[About this exercise]
Restate the data below word for word, and let no image into your version.

[Collected data entries]
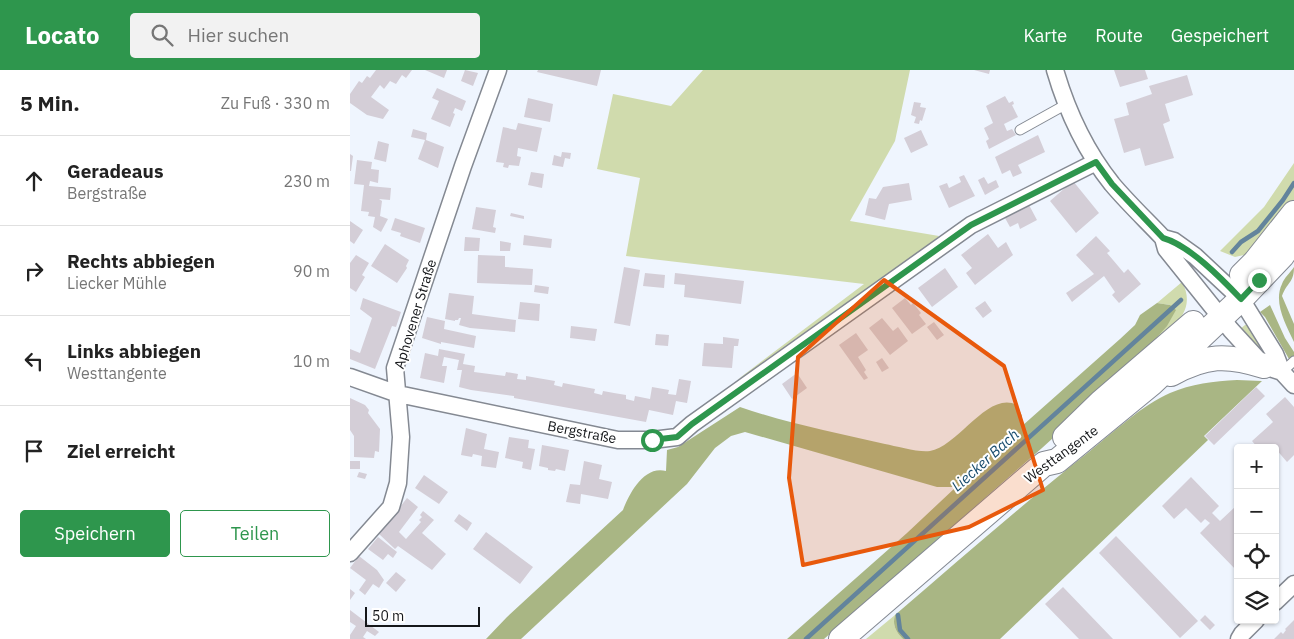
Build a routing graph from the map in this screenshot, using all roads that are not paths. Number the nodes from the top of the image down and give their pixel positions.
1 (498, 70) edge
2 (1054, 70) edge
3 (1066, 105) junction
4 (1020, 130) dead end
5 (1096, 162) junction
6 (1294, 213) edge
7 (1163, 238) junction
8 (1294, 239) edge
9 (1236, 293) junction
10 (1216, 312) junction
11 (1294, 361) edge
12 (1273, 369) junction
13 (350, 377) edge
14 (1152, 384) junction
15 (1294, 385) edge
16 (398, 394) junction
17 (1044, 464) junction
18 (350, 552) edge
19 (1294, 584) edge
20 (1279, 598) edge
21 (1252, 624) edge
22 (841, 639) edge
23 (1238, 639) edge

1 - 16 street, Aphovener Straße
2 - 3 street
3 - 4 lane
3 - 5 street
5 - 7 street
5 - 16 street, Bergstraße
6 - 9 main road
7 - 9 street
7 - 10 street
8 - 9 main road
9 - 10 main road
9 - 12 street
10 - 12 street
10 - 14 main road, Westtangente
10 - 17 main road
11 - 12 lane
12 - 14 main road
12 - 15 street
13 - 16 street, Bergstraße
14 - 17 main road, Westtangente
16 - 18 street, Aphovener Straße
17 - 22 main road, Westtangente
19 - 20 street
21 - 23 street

[The answer]
Build a routing graph from the map in this screenshot, using all roads that are not paths. Number the nodes from the top of the image down and give their pixel positions.
1 (498, 70) edge
2 (1054, 70) edge
3 (1066, 105) junction
4 (1020, 130) dead end
5 (1096, 162) junction
6 (1294, 213) edge
7 (1163, 238) junction
8 (1294, 239) edge
9 (1236, 293) junction
10 (1216, 312) junction
11 (1294, 361) edge
12 (1273, 369) junction
13 (350, 377) edge
14 (1152, 384) junction
15 (1294, 385) edge
16 (398, 394) junction
17 (1044, 464) junction
18 (350, 552) edge
19 (1294, 584) edge
20 (1279, 598) edge
21 (1252, 624) edge
22 (841, 639) edge
23 (1238, 639) edge

1 - 16 street, Aphovener Straße
2 - 3 street
3 - 4 lane
3 - 5 street
5 - 7 street
5 - 16 street, Bergstraße
6 - 9 main road
7 - 9 street
7 - 10 street
8 - 9 main road
9 - 10 main road
9 - 12 street
10 - 12 street
10 - 14 main road, Westtangente
10 - 17 main road
11 - 12 lane
12 - 14 main road
12 - 15 street
13 - 16 street, Bergstraße
14 - 17 main road, Westtangente
16 - 18 street, Aphovener Straße
17 - 22 main road, Westtangente
19 - 20 street
21 - 23 street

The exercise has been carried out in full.